Whenever a line of the data below holds the string "family", copy that line.

[Task inputs — start]

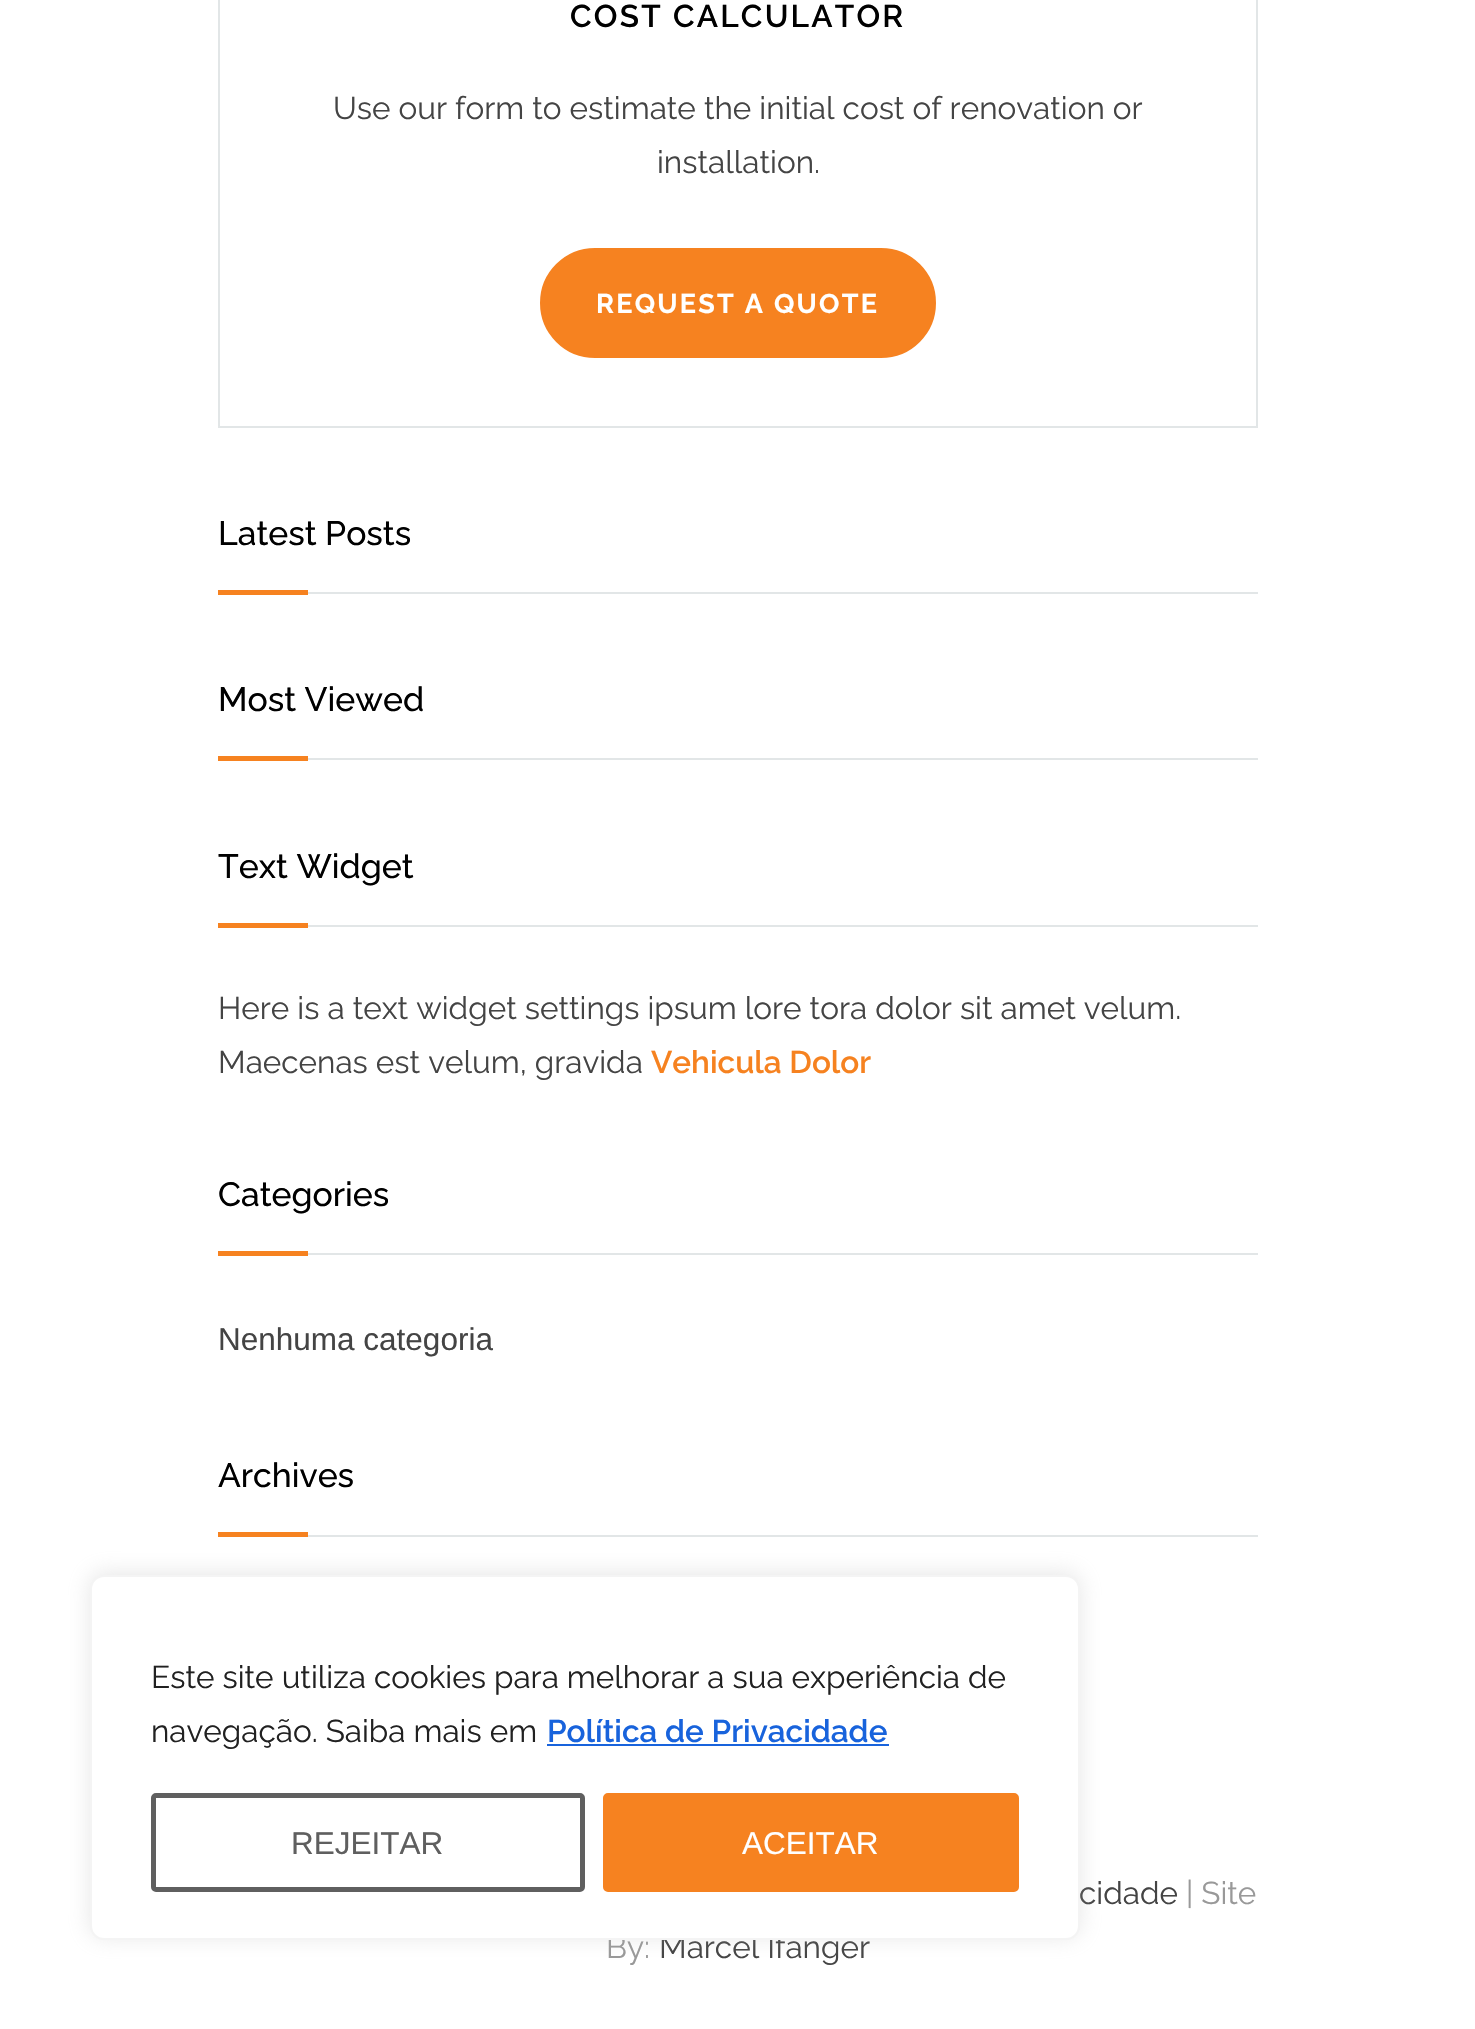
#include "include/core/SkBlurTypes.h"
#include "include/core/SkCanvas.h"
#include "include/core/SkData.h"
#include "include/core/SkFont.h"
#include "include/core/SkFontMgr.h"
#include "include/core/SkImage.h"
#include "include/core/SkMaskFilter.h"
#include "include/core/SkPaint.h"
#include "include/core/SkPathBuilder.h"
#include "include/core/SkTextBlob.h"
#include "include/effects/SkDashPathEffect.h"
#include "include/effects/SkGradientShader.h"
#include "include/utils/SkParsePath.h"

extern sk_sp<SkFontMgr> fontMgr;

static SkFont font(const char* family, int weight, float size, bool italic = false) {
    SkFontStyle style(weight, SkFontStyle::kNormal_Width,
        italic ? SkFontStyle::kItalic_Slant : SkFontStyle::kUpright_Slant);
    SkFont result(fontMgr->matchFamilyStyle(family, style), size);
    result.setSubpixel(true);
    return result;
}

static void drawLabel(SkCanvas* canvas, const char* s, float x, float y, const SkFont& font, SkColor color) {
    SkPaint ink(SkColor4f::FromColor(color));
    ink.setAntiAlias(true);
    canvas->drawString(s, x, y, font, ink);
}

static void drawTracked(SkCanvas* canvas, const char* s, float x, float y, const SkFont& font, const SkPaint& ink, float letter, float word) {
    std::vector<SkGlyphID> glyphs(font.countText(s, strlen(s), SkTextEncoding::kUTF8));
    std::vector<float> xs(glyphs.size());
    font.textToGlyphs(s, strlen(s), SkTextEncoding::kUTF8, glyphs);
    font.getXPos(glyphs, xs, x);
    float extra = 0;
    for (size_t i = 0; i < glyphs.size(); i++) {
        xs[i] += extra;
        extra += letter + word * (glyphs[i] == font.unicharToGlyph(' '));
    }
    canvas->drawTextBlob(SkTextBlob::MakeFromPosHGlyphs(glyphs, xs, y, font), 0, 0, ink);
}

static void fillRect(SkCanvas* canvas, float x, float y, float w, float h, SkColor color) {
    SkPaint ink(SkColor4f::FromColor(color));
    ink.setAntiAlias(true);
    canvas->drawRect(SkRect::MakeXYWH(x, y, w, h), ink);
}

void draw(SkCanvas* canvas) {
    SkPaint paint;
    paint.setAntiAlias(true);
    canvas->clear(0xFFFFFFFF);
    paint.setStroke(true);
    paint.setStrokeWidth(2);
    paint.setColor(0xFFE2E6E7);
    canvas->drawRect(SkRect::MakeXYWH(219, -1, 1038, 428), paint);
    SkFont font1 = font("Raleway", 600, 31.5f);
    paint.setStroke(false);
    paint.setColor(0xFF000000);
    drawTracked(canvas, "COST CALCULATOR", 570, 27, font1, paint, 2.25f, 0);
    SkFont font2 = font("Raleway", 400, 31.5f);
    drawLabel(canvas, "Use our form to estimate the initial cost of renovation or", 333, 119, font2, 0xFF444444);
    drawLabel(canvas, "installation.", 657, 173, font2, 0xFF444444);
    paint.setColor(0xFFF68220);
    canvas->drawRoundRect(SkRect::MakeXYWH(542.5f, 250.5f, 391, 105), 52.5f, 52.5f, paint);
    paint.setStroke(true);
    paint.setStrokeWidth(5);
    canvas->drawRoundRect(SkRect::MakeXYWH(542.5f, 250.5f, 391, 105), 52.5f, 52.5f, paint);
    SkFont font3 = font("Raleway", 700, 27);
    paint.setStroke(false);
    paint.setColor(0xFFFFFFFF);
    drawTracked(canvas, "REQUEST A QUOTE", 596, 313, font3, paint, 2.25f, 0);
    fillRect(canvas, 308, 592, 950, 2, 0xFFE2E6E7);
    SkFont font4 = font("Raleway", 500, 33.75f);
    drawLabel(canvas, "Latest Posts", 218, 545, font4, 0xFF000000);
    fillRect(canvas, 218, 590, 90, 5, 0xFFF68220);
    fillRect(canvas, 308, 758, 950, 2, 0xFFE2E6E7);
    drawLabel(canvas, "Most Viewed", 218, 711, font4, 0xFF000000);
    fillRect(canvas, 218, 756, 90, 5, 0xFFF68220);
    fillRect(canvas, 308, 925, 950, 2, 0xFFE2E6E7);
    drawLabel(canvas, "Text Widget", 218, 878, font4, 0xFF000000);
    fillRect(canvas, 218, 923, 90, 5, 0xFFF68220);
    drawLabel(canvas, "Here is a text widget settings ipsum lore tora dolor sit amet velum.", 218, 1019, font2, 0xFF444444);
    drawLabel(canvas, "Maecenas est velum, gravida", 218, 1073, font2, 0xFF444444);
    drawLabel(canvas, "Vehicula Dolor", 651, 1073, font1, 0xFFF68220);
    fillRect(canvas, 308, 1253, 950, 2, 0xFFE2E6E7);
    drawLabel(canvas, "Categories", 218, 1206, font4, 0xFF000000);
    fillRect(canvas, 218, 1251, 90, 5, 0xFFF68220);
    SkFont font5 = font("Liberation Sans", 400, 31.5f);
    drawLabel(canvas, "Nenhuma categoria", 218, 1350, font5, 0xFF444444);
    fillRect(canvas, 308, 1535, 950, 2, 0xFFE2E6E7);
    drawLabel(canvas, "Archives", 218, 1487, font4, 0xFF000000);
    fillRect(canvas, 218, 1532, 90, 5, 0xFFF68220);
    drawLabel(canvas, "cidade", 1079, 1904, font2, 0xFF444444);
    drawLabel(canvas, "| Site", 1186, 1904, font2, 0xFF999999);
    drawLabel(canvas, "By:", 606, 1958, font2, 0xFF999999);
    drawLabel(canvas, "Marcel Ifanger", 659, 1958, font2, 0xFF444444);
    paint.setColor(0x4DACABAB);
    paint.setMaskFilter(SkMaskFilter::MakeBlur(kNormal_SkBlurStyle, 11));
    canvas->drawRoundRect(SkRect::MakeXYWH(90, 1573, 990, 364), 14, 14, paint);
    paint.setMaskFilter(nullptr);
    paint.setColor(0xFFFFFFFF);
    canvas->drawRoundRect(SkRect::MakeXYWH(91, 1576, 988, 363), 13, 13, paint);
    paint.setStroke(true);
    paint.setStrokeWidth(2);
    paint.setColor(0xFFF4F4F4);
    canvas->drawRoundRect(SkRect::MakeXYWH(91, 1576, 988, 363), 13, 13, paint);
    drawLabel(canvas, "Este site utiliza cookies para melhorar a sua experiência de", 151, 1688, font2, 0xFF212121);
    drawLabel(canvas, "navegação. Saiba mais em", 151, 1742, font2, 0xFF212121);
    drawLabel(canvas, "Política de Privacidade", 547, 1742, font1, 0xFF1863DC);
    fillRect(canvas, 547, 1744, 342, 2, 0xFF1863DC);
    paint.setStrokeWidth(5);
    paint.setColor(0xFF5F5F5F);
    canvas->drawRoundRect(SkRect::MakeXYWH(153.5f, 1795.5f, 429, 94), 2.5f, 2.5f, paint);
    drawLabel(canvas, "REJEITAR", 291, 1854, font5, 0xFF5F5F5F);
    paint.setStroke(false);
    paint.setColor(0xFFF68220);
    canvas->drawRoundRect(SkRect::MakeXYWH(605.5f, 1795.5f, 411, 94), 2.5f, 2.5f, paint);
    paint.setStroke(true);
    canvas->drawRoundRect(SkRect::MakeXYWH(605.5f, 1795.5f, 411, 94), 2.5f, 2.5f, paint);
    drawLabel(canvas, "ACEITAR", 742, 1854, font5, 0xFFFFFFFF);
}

[Task inputs — finish]

Output for this exercise -
static SkFont font(const char* family, int weight, float size, bool italic = false) {
    SkFont result(fontMgr->matchFamilyStyle(family, style), size);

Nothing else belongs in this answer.